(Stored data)
────────────────────────────────────────

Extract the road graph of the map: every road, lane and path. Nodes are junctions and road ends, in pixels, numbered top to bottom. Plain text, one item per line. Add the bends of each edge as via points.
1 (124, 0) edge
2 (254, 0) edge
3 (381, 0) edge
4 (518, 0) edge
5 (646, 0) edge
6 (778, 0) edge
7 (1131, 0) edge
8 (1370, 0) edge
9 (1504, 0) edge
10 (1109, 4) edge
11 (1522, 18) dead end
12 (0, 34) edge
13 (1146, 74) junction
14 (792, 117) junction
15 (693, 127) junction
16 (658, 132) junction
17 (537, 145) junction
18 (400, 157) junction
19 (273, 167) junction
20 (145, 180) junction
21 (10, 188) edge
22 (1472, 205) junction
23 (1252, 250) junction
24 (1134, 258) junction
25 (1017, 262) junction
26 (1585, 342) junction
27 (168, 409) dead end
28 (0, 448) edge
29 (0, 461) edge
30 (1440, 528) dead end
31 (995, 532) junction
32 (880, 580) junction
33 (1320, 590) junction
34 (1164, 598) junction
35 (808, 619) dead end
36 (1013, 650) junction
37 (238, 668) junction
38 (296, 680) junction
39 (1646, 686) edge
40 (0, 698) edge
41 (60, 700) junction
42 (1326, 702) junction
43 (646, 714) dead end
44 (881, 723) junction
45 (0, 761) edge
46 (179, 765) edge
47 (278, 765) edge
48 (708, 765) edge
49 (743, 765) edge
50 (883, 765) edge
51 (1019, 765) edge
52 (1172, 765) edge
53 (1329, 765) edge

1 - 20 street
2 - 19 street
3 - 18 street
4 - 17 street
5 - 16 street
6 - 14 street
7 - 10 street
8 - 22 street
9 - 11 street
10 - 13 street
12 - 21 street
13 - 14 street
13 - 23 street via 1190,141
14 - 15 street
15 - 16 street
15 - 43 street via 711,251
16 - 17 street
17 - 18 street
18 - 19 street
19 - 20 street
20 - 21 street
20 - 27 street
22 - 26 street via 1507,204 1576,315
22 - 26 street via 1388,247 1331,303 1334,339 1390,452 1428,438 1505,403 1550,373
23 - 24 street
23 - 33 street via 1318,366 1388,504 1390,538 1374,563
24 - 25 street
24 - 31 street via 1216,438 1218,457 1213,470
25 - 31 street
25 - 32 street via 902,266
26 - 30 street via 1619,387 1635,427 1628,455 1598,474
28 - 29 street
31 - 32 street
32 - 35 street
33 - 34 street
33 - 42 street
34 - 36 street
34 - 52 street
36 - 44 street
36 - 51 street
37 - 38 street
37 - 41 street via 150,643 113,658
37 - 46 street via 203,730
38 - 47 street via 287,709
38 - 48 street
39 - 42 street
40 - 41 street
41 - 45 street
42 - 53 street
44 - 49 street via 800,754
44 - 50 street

────────────────────────────────────────

ASSIGNMENT: The whole block of data above should be printed again verbatim.

ANSWER SECTION:
Extract the road graph of the map: every road, lane and path. Nodes are junctions and road ends, in pixels, numbered top to bottom. Plain text, one item per line. Add the bends of each edge as via points.
1 (124, 0) edge
2 (254, 0) edge
3 (381, 0) edge
4 (518, 0) edge
5 (646, 0) edge
6 (778, 0) edge
7 (1131, 0) edge
8 (1370, 0) edge
9 (1504, 0) edge
10 (1109, 4) edge
11 (1522, 18) dead end
12 (0, 34) edge
13 (1146, 74) junction
14 (792, 117) junction
15 (693, 127) junction
16 (658, 132) junction
17 (537, 145) junction
18 (400, 157) junction
19 (273, 167) junction
20 (145, 180) junction
21 (10, 188) edge
22 (1472, 205) junction
23 (1252, 250) junction
24 (1134, 258) junction
25 (1017, 262) junction
26 (1585, 342) junction
27 (168, 409) dead end
28 (0, 448) edge
29 (0, 461) edge
30 (1440, 528) dead end
31 (995, 532) junction
32 (880, 580) junction
33 (1320, 590) junction
34 (1164, 598) junction
35 (808, 619) dead end
36 (1013, 650) junction
37 (238, 668) junction
38 (296, 680) junction
39 (1646, 686) edge
40 (0, 698) edge
41 (60, 700) junction
42 (1326, 702) junction
43 (646, 714) dead end
44 (881, 723) junction
45 (0, 761) edge
46 (179, 765) edge
47 (278, 765) edge
48 (708, 765) edge
49 (743, 765) edge
50 (883, 765) edge
51 (1019, 765) edge
52 (1172, 765) edge
53 (1329, 765) edge

1 - 20 street
2 - 19 street
3 - 18 street
4 - 17 street
5 - 16 street
6 - 14 street
7 - 10 street
8 - 22 street
9 - 11 street
10 - 13 street
12 - 21 street
13 - 14 street
13 - 23 street via 1190,141
14 - 15 street
15 - 16 street
15 - 43 street via 711,251
16 - 17 street
17 - 18 street
18 - 19 street
19 - 20 street
20 - 21 street
20 - 27 street
22 - 26 street via 1507,204 1576,315
22 - 26 street via 1388,247 1331,303 1334,339 1390,452 1428,438 1505,403 1550,373
23 - 24 street
23 - 33 street via 1318,366 1388,504 1390,538 1374,563
24 - 25 street
24 - 31 street via 1216,438 1218,457 1213,470
25 - 31 street
25 - 32 street via 902,266
26 - 30 street via 1619,387 1635,427 1628,455 1598,474
28 - 29 street
31 - 32 street
32 - 35 street
33 - 34 street
33 - 42 street
34 - 36 street
34 - 52 street
36 - 44 street
36 - 51 street
37 - 38 street
37 - 41 street via 150,643 113,658
37 - 46 street via 203,730
38 - 47 street via 287,709
38 - 48 street
39 - 42 street
40 - 41 street
41 - 45 street
42 - 53 street
44 - 49 street via 800,754
44 - 50 street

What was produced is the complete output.